In the real world you will not always get the dataset structure in the way that you need it for processing. Hence, chapter 6 tells you how you can normalize and denormalize data sets. I have to say that Maria took really huge effort in visualizing how these processes work. Hence, this really helps to understand the theory behind these processes. Maria also provides two good examples that you work through. In the last example of this chapter you create a date dimension (very useful, as everyone of us will have to create on at some point).

Validating data and handling errors is the focus of chapter 7. This is quite an important topic, as when you automate transformation, you will have to find a way on how to deal with errors (so that they don't crash the transformation). Writing errors to the log, aborting a transformation, fixing captured errors and validating data are some of the steps you go through.

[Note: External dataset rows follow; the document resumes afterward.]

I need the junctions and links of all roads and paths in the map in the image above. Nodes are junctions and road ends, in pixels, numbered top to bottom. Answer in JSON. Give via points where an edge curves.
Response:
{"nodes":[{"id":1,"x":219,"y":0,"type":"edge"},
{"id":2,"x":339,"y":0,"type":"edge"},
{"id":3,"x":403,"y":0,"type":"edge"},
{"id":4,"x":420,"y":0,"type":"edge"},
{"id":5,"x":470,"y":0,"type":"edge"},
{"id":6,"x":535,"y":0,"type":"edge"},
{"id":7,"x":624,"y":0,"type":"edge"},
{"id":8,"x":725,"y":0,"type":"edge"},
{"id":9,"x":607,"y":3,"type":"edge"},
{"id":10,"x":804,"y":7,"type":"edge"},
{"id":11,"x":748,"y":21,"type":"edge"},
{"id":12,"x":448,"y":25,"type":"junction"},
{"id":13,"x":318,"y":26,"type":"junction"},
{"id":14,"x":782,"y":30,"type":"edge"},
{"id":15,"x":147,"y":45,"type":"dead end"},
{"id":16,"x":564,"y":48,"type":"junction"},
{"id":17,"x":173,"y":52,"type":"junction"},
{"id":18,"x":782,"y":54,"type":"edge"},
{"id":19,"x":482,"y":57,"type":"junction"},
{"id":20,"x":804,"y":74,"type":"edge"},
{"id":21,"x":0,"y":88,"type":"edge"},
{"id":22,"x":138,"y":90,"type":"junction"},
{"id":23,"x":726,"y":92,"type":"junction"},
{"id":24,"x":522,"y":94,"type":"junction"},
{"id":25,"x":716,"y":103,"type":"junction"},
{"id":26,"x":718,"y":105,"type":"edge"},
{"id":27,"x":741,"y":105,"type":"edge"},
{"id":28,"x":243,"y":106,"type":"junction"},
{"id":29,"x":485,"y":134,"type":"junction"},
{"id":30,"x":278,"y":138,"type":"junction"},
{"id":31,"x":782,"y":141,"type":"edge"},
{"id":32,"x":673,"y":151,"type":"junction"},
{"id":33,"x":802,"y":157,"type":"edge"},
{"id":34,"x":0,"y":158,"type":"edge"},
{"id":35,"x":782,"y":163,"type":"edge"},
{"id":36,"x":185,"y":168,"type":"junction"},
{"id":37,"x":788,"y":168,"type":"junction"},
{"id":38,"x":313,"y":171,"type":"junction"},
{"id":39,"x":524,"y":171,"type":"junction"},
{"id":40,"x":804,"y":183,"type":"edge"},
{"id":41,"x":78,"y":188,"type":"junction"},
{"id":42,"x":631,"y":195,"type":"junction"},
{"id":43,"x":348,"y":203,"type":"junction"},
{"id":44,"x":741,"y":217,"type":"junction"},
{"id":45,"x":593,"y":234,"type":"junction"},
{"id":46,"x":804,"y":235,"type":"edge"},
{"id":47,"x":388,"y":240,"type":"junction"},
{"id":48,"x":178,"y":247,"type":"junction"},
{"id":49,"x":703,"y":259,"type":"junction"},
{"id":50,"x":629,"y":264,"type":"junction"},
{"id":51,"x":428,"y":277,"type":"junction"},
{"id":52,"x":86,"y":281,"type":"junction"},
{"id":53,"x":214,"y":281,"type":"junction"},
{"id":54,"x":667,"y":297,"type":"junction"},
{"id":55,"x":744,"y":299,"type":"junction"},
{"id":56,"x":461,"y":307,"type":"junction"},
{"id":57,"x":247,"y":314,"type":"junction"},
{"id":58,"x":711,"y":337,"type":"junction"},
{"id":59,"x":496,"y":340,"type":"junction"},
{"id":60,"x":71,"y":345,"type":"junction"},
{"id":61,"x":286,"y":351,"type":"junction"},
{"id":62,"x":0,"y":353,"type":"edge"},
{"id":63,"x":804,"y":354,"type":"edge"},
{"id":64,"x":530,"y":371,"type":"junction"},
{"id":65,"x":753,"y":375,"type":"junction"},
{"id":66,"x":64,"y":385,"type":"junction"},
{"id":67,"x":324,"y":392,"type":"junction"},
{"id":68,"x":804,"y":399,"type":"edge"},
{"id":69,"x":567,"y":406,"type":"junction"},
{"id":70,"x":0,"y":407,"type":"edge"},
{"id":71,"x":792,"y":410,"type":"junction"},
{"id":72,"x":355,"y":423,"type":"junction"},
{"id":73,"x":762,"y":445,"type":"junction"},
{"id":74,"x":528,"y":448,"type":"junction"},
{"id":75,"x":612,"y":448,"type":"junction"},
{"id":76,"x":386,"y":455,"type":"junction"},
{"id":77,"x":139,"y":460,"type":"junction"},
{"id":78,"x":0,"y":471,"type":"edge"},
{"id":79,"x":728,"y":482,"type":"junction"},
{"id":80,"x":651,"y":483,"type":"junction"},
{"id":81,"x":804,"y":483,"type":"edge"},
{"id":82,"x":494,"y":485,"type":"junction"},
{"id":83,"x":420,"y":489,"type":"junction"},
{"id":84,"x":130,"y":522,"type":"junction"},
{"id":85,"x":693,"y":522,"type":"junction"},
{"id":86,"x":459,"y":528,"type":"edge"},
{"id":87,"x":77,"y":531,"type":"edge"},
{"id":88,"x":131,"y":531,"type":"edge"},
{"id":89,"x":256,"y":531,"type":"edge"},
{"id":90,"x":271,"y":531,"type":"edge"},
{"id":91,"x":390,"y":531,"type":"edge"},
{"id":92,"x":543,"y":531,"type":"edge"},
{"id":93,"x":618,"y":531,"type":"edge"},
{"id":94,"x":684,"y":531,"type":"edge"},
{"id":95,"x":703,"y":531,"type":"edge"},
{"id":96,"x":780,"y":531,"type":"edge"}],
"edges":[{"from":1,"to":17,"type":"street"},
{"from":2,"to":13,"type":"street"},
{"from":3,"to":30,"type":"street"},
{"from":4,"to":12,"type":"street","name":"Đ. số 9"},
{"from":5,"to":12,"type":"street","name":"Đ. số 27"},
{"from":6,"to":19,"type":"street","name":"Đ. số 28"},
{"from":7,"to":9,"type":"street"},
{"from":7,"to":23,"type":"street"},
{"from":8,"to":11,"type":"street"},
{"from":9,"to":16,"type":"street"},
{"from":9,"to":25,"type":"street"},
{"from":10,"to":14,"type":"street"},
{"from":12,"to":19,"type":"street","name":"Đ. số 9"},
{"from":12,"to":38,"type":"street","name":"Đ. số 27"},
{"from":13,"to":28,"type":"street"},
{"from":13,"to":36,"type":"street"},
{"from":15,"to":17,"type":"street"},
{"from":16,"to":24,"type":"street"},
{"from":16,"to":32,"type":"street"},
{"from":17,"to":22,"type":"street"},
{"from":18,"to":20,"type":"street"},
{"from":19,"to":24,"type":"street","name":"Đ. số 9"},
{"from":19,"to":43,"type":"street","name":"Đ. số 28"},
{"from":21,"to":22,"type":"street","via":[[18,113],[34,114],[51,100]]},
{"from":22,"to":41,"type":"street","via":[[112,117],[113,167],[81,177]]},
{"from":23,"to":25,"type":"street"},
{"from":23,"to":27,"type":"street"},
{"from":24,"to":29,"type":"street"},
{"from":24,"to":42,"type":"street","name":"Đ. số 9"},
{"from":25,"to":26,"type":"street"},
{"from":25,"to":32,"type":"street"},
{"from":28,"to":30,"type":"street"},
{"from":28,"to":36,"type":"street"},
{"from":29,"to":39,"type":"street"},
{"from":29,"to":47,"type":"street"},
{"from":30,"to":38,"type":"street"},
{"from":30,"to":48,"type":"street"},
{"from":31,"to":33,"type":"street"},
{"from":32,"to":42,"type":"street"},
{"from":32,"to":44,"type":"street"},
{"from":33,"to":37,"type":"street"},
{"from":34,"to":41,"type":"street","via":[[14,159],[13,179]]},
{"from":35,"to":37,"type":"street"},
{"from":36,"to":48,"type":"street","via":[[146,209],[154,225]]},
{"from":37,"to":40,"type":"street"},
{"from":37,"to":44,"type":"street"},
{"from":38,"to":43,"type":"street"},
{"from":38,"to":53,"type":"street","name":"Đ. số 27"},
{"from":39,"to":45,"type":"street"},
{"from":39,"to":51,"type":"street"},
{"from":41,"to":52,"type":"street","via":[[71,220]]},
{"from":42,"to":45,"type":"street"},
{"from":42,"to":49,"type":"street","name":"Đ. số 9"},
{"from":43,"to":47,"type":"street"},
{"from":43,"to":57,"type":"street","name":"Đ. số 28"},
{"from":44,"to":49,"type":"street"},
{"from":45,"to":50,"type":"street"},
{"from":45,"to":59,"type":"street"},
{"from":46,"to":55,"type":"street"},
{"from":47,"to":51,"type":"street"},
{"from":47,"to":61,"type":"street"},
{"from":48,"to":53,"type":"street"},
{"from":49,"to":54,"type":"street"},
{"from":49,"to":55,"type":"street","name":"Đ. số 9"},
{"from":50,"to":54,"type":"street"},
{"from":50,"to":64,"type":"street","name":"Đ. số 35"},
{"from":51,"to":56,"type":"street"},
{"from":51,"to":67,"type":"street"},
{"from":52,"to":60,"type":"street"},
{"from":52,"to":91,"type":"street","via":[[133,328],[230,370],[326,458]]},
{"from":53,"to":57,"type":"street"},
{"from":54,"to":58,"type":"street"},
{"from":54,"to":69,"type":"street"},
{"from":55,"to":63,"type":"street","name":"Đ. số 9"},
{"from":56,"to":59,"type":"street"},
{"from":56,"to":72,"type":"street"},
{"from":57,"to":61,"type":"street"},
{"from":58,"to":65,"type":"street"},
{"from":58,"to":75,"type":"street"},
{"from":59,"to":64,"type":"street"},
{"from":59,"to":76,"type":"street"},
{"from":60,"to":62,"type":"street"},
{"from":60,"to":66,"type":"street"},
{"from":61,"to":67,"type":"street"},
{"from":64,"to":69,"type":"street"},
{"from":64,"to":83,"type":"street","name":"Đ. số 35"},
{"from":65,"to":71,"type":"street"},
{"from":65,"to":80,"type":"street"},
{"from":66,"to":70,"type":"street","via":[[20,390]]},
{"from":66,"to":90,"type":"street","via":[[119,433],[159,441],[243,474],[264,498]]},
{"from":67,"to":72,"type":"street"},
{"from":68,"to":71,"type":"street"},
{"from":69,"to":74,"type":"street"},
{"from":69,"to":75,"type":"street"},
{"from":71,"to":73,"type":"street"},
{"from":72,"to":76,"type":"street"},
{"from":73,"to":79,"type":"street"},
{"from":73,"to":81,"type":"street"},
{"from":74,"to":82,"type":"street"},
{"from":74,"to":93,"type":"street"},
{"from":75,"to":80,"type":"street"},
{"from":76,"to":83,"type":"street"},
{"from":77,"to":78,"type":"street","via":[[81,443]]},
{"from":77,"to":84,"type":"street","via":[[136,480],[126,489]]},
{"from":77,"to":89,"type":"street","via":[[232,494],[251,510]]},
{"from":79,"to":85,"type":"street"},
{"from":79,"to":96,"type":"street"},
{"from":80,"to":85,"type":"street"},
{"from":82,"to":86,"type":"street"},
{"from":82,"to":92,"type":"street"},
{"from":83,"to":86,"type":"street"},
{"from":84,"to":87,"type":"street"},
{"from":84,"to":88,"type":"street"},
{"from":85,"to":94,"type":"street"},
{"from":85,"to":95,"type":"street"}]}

Chapter 8 is focusing on importing data from databases. Readers with no SQL experience will find a section covering the basics of SQL. You will work with both the Hypersonic database and MySQL. Moreover Maria introduces you to the Pentaho sample database called "Steel Wheels", which you use for the first example. You learn how to set up a connection to the database and how to explore it. You will use the "Table Input" to read from the database as well as the "Table Output" step to export the data to a database. Maria also describes how to parameterize SQL queries, which you will definitely need to do at some point in real world scenarios. In next tutorials you use the Insert/Update step as well as the Delete step to work with tables on the database.

In chapter 9 you learn about more advance database topics: Maria gives an introduction on data modelling, so you will soon know what fact tables, dimensions and star schemas are. You use various steps to lookup data from the database (i.e. Database lookup step, Combination lookup/update, etc). You learn how to load slowly changing dimensions Type 1, 2 and 3. All these topics are excellently illustrated, so it's really easy to follow, even for a person which never heard about these topics before.

Chapter 10 is all about creating jobs. You start off by creating a simple job and later learn more about on how to use parameters and arguments in a job, running jobs from the terminal window and how to run job entries under conditions.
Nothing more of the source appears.